|By Nicholas Spiller
Behold the most painful, embarrassing, and calamitous moments in soccer history. These are the great mistakes made by mere mortals who will go down as the legendary goats, for their importance and sheer foolishness will never be denied by the masses of the fans. Here are the ten biggest blunders by “professional” footballers.
Yes, more often than not the greatest soccer blunders involve the goalkeeper. In the above image England goalkeeper Green bobbles a Clint Dempsey shot in the World Cup.
10. Laurent di Lorto. We begin with a history lesson. Even our forefathers had their blushing moments on the soccer pitch. Watch Laurent di Lorto make a mess of this simple shot en route to banging his face into the post and handing Italy a cheap goal in the quarterfinals of the 1938 World Cup (Go to :55):
9. Lee Dixon.
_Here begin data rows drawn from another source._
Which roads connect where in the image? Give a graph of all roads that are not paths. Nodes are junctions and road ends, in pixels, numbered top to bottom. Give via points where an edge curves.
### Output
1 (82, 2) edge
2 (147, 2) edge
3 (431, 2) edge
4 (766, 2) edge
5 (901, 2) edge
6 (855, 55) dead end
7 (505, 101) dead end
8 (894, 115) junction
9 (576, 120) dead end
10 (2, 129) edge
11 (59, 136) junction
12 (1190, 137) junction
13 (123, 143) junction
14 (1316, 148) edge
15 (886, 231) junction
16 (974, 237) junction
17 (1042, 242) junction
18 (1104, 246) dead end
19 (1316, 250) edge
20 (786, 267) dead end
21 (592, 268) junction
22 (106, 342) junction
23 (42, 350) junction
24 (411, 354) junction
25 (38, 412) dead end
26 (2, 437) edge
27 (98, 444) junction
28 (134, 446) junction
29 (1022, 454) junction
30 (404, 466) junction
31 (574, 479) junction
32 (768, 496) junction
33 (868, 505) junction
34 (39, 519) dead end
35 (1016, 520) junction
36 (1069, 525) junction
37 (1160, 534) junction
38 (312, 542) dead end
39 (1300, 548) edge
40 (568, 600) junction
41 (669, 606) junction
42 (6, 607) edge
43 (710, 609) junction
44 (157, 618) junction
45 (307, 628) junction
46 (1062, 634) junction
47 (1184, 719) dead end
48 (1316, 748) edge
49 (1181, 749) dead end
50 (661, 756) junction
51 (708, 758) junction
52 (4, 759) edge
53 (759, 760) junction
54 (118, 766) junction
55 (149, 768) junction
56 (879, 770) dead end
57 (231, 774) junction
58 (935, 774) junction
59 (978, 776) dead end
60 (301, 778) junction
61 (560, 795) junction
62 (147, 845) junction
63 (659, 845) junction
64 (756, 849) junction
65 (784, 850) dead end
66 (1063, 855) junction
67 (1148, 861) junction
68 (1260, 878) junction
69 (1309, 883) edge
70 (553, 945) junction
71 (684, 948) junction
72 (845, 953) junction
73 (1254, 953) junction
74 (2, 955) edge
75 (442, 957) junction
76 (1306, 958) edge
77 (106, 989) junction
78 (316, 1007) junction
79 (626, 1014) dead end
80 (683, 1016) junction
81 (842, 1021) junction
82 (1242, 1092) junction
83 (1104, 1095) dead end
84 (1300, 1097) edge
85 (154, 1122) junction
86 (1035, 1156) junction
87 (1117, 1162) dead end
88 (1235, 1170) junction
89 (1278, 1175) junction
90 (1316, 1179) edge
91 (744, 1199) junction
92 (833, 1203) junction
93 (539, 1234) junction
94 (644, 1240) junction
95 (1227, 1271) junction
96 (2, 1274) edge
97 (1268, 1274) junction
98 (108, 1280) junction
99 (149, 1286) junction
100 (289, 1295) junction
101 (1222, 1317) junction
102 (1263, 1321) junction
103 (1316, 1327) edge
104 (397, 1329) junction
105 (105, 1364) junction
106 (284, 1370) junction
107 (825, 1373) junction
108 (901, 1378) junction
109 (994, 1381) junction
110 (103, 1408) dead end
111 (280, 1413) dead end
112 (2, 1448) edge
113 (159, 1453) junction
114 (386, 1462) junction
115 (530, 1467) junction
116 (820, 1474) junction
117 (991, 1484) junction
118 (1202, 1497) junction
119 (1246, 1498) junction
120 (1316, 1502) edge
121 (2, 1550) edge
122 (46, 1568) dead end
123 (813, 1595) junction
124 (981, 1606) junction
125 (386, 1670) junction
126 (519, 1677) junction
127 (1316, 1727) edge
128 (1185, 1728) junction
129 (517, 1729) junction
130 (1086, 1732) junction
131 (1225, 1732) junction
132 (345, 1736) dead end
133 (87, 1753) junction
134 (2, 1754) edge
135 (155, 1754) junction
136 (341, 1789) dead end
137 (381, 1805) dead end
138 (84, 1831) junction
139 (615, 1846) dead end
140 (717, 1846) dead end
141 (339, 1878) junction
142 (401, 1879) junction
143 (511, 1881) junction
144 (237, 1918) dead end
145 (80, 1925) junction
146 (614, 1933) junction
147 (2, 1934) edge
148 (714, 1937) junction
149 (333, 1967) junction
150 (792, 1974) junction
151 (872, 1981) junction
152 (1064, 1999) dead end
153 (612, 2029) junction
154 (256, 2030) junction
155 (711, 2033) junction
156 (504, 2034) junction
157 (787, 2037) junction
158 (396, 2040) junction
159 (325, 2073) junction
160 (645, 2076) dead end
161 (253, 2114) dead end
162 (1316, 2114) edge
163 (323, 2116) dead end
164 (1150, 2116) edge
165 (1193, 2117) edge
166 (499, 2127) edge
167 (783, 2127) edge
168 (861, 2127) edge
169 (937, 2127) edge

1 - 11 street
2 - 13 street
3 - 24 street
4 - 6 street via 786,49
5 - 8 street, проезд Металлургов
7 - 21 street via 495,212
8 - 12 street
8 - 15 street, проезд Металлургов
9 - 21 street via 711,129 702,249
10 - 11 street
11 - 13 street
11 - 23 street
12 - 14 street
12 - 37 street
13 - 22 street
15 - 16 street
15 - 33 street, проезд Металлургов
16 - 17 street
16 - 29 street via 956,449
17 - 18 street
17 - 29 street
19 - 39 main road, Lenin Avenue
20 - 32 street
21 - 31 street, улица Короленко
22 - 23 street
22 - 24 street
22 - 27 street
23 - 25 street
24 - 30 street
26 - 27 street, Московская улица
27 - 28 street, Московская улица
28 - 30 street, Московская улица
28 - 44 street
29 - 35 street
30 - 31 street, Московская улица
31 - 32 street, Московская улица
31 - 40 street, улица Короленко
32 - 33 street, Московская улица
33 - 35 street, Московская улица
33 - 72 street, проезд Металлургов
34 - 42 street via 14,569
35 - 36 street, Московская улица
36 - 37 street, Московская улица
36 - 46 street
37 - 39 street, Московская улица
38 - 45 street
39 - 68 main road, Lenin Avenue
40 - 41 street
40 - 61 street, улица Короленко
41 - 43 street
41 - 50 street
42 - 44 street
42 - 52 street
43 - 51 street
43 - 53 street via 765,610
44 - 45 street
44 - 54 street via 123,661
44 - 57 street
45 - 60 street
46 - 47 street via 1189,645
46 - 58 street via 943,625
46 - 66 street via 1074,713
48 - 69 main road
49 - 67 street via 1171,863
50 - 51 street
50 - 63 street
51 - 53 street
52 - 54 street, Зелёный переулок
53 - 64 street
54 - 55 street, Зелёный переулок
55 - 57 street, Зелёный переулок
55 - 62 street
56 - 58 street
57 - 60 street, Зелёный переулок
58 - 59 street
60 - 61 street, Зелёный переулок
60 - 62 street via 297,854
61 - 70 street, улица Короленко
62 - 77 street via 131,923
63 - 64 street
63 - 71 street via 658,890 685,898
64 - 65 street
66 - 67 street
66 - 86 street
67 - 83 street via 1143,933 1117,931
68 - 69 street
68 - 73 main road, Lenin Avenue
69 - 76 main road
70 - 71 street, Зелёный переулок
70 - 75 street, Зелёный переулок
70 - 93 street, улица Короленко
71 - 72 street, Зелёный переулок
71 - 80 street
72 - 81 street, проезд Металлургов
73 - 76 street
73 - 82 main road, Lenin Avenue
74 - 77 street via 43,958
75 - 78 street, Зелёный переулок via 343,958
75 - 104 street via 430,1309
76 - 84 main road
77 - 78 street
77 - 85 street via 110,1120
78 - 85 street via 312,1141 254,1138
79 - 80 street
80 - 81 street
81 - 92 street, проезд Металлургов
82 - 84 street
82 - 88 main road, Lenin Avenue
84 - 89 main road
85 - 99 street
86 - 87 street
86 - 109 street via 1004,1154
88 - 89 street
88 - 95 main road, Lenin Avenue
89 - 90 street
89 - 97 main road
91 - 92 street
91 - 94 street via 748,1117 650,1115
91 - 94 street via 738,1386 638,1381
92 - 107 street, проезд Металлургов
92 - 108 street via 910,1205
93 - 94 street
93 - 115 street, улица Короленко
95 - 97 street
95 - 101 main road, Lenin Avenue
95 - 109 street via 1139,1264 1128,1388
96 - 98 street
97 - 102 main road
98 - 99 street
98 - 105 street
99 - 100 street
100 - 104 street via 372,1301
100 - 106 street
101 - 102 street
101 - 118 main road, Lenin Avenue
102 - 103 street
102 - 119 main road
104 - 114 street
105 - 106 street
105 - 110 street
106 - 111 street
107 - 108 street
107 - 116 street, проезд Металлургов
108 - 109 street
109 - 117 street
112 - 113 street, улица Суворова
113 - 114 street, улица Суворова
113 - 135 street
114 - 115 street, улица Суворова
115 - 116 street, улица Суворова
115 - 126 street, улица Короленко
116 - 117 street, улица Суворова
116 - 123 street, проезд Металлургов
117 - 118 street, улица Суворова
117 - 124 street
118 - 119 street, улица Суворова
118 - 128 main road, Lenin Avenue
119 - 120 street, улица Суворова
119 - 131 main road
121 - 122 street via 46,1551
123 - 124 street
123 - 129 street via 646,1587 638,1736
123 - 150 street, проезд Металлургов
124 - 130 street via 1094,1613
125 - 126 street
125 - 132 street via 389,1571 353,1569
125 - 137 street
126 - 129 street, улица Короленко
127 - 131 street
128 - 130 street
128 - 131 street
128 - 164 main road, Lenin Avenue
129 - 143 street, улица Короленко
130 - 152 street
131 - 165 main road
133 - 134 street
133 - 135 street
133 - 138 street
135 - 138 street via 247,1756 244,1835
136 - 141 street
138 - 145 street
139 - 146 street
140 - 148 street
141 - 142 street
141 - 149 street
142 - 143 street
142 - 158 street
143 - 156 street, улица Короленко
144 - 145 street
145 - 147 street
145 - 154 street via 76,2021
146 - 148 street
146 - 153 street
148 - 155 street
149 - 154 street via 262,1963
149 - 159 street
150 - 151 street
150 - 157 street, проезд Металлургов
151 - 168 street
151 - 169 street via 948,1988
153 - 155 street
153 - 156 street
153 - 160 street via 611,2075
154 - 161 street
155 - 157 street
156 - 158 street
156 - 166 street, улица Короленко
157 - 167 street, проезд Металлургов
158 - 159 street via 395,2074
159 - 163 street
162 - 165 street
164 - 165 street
Dixon is next in the proceedings with his lovely shot over David Seaman, the former English national goalie. Unfortunately, Seaman was also his Arsenal team mate and this world class finish left him feeling utterly dreadful:
8. Martin Hansson. So many losses in soccer are blamed on the referee so I felt I had to include a monumental error in judgment. Martin Hansson was the one to blame as he single-handedly missed Thierry Henry’s blatant handball that propelled France into the 2010 World Cup and left Ireland reeling in despair and frustrations. Sure, Henry is just as much as fault here and I’m sure the Irish will never forget what he did:
7. Jamie Pollock. Hard to think it now, but Manchester City was in the thick of the relegation battle of 1998 in Division 1! Desperately needing a result against QPR, midfielder Jamie Pollock did the unthinkable and made a stunning run with a beautiful header into his own net. For shame! Man City spent the next season ruing this fateful moment in Division 2:
6. Wojciech Szczesny & Laurent Koscielny. Arsenal again cracks the bottom ten of tragic events with their pathetic finale in the Carling Cup final. Whether goalie Wojciech Szczesny or defender Laurent Koscielny is to blame, I still am unsure. Either way the Gunners lost a trophy in horrendous fashion, and the whack Koscielny received on his head during the Birmingham celebration was perfectly warranted in my books:
5. Rafael Van der Vaart. Dutchman Van der Vaart had a not so fine moment playing for Hamburg. With his team down a goal in the dying moments of the match, he smartly passed the ball back to his goalie only to learn that his team mate was at the other end of the pitch fighting for a header on goal. Watching Van der Vaart fall flat on his face at the tail end of this clip just adds to the calamity and hilarity of the situation:
4. Robert Green. Sadly, Green mistake’s in the 2010 World Cup will be what he’s remembered for in football, especially in England. USA!! USA!! The chant still rings proudly from when Robert Green graciously handed America a free draw in the 2010 World Cup group stage match. Green’s gaffe meant that England had to play Germany in the opening knockout round and was quickly sent packing their bags in the tournament. For the Americans, this pathetic goalkeeping ability is still a delight for the eyes:
3. Rene Higuita. One of the most fascinating goalies of all time was Columbian, Rene Higuita. His scorpion kick saves are ridiculous and that hair!!! Oh my, what sense of style!! But this moment of sheer stupidity from the 1990 World Cup reminds us all why goalies are usually playing in the goal with their hands….Some people simply have no foot skills (Go to :50):
2. Oliver Kahn. Kahn was arguably the best goalie of Germany’s history. During the 2002 World Cup he made many a fine save that took the squad to the final. But then, when all the lights were on, he slipped up terribly and gifted Brazilian, Ronaldo, one of the easiest goals of his life. In the single greatest match of his life, the proud German faulted and probably still wakes up to this day sweating over his careless moment:
1. Andres Escobar. You may feel that some of these slip ups are the end of the world for these players, but for another Columbian, Andres Escobar, his mistake from the 1994 World Cup actually was. Playing a must-win match under immense national pressure, the captain scored a tragic own goal. A mere two weeks later, he was shot and killed in his home country with suspicions linked to the Columbian drug lord, Pablo Escobar. In the saddest of manners, this blunder was by far the most costly, and it is a grim reminder that soccer is sometimes much more than just a game. The story behind the mistake and both Escobars was marvelously recounted in the documentary The Two Escobars.